In a word, “No”.
The issue here is that Trump has been talking to industrialists for years about outsourcing manufacturing overseas. His ideas are well known among multiple disciplines, from Nabisco to IBM. You can write a book about this economic philosophy which was scrapped in the 1970s (after being atrophied in the 60s), and it is a little troubling to see so much specious and superficial “analysis” that passes for informed expertise in the media.
But to cut it short, and to stay on the topic of Taiwan:
It’s good news for the Taiwanese and the DPP.
Take the semiconductor industry for example.
Trump’s main agenda is to target the “fabless” manufacturing model (and yes, he’s familiar with the industry, having famously argued with and debated the topic with executives from GE to Intel). This is one of the reasons why so many US companies have assigned subdivisions of engineers and accountants to expand floorspace for everything from tooling to heavy industry and energy infrastructure.

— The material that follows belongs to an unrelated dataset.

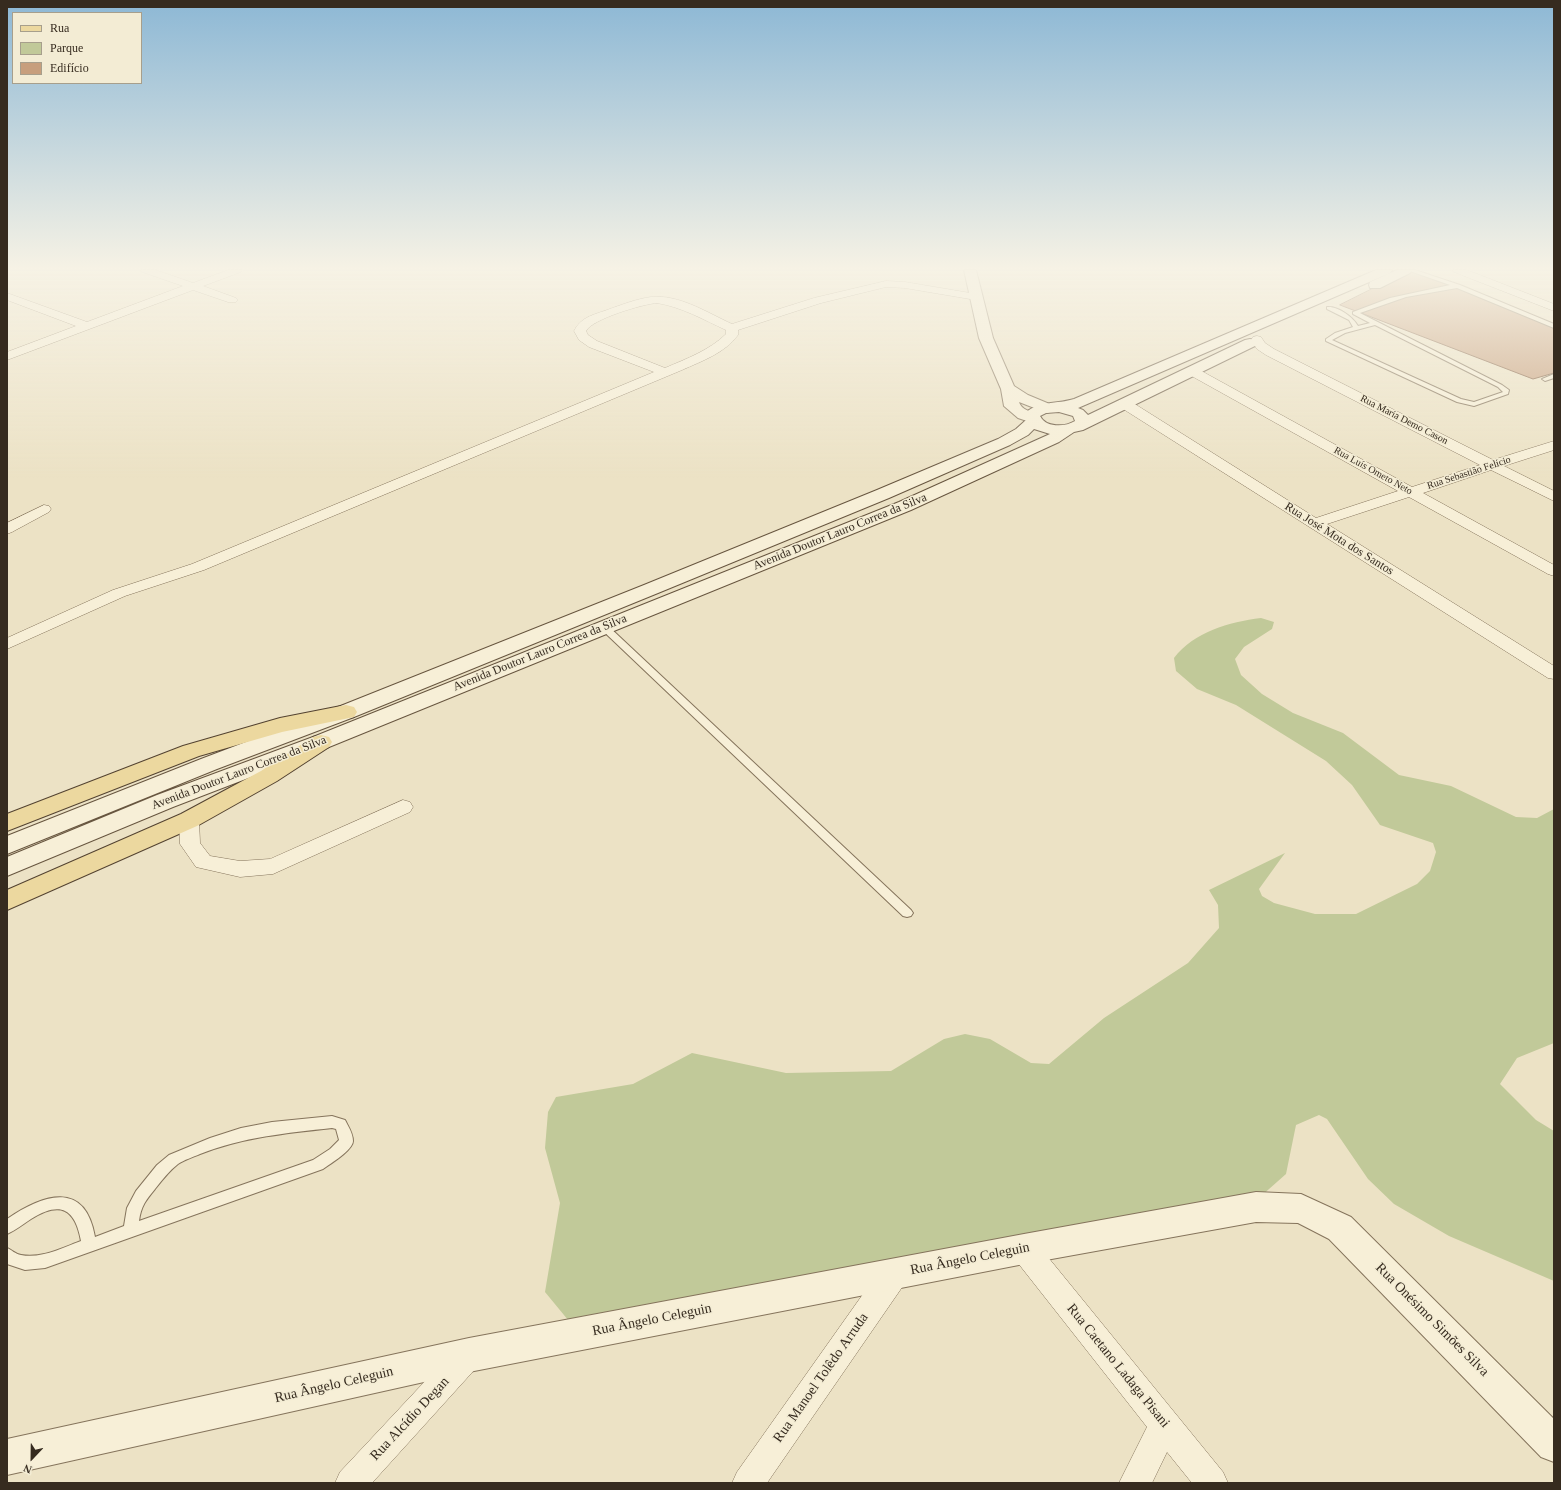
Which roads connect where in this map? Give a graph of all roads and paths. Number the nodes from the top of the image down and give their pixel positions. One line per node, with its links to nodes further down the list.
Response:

(It is simply not true that Trump’s election comes as a “surprise”. “Shock” maybe to those who were trying to gaslight and suppress his voters through misinformation.)
There are fabrication and manufacturing plants and certifications being approved all over the United States now, from Ohio to Arizona.
That’s real money moving.
Outwardly, that’s not a good sign for Taiwan, the home of major semiconductor foundries for fabless modeled companies in the US. But here, Trump is targeting “China”, not Taiwan. Trump doesn’t hold to the one-China policy (it’s less a “policy” than an exercise of political correctness on a global scale), so any regulatory or trade restrictions imposed on “China” will not effect Taiwan directly. However, it would mean a reversal of offshoring jobs from Taiwan to China (the US is not the only country with worker competition from the PRC).
Most of the breathless media goes something like “trade-war, protectionism, no-plan”. The latest phony narrative is that he has no power to change trade relationships.
In fact, Trump can do this via simple interpretation of enforcement and allow the “pall” cast over such ventures to enter the risk/reward equation. Like immigration, “the environment”, securities law, etc, there are already a mountain of laws and regulations on the books (or that Trump can write) which require no approval from Congress, and which the courts would spend years attempting to overturn (by which time the intended effect/damage has been done). No less than Obama demonstrated how to do this.
So Trump’s economic policy is key for many industries, which is one thing companies like Intel and Apple are keen to look for.
The belief, right now, is that Taiwan will be largely unchanged in its trade relationships with the US - which is far more than can be said of other countries including Japan and China.